ドライビングヘルスケア

(ELFCLUB:2009年4月号)
Driving Health Care Kai

貝の健康パワーといえば、どんな貝をイメージされますか?
その答えに"カキ"をあげる方も多いことでしょう。
しかし、ハマグリ、アサリ、サザエといった
これから旬の貝にも海の恵みがギュッと凝縮されているのです。
そんな美味しい海の恵みを楽しみながら、
毎日を快調に過ごしてみてはいかがでしょう。
貝類

海の恵みで、カイ調な日々を。

ハマグリは天然のスタミナ食!?
色や形が栗に似ていることから、そう呼ばれるようになったともいわれるハマグリ。対になっている貝殻をいったん外してしまうと、同じ貝殻としか合わないことから、夫婦愛の象徴として昔から婚礼料理に使われたり、ひな祭りにも欠かせない一品としても食されてきました。
栄養面で注目されるのは、スタミナドリンクの主成分としても知られるタウリンが豊富に含まれていること。タウリンはアミノ酸の一種で、魚介類や軟体動物に多く含まれ、疲労を回復し、コレステロールや中性脂肪を減らして血液をサラサラにし、動脈硬化の予防に役立つとされています。
この他、ビタミンB2、鉄、カルシウム、アミノ酸も豊富に含まれています。まさに海の恵みから生まれた、天然のスタミナドリンクともいえる栄養分がぎっしりと詰まっているのです。しかも、貝としてはコレステロールが少ないのも魅力で、生活習慣病に役立つとされています。

アサリは貧血気味の方にぴったり!
ハマグリとくれば、忘れてはならないのがアサリです。食べる楽しみはもちろんですが、潮干狩りも楽しいものですね。栄養面では、貝類では最高といわれるビタミンB12をはじめ鉄が非常に多く、貧血ぎみの方には最適です。その他には、マグネシウム、タウリンなどを多く含んでいます。また、メチオニン、シスチンなどアミノ酸を多く含有し、ビタミンB12と相まって肝臓の働きを正常に保つのに役立つといわれています。
調理方法もいろいろありますが、ビタミンB群やタウリンなどの水溶性の栄養分や旨味成分をむだなく摂るためには汁物がお勧めだそうです。ちなみに、アサリやハマグリは殻つきの場合、調理をされる前には塩水につけて砂抜きを忘れずに。

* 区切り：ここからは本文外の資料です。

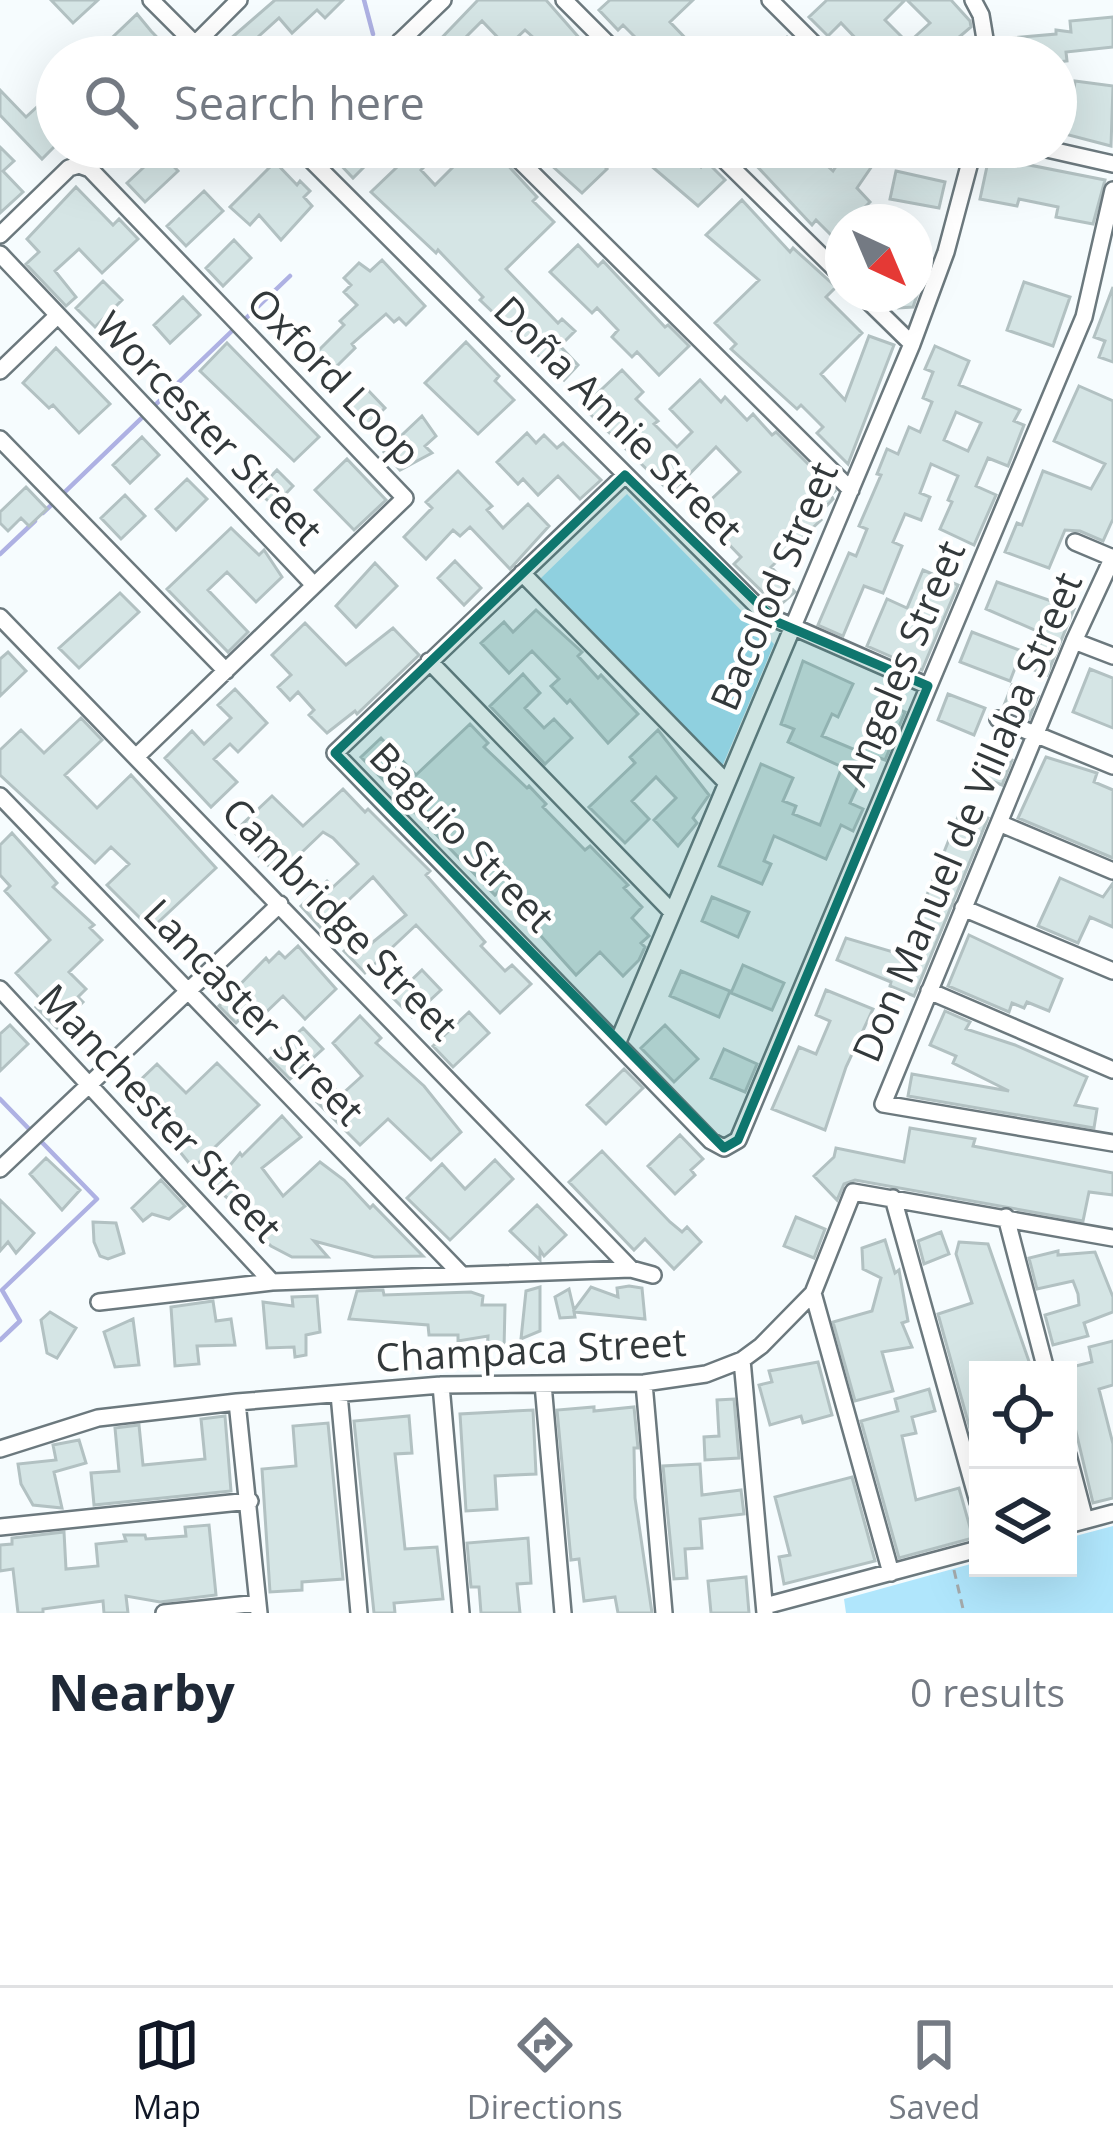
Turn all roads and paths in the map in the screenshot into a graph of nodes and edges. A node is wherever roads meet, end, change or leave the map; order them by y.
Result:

その際は、暗い場所でのほうがよいそうです。

シジミは肝臓にもよいってホント!?
シジミには2種類の呼び名があり、海水の入り混じるところのシジミは夏が旬。特に土用のころが美味しいので"土用シジミ"といわれています。また、寒シジミは淡水性のもので冬が旬です。
シジミには、良質のタンパク質、タウリン、メチオニン、シスチン、グリコーゲン、ビタミンB12など、肝臓によいとされる成分が豊富に含まれており、昔から"酒飲みにはシジミ"といわれています。しかし、いくら肝臓によいといってもくれぐれも飲み過ぎないようにご注意ください。
また、シジミには鉄も多く含まれており、その量はレバーと同じほど。貧血気味ではあるけれどレバーは苦手、という人にはぴったりですね。みそ汁にして、旨味と栄養分を一緒に味わってみてはいかがでしょう。みそには肝機能を高める働きがあり、相乗効果も期待できるそうです。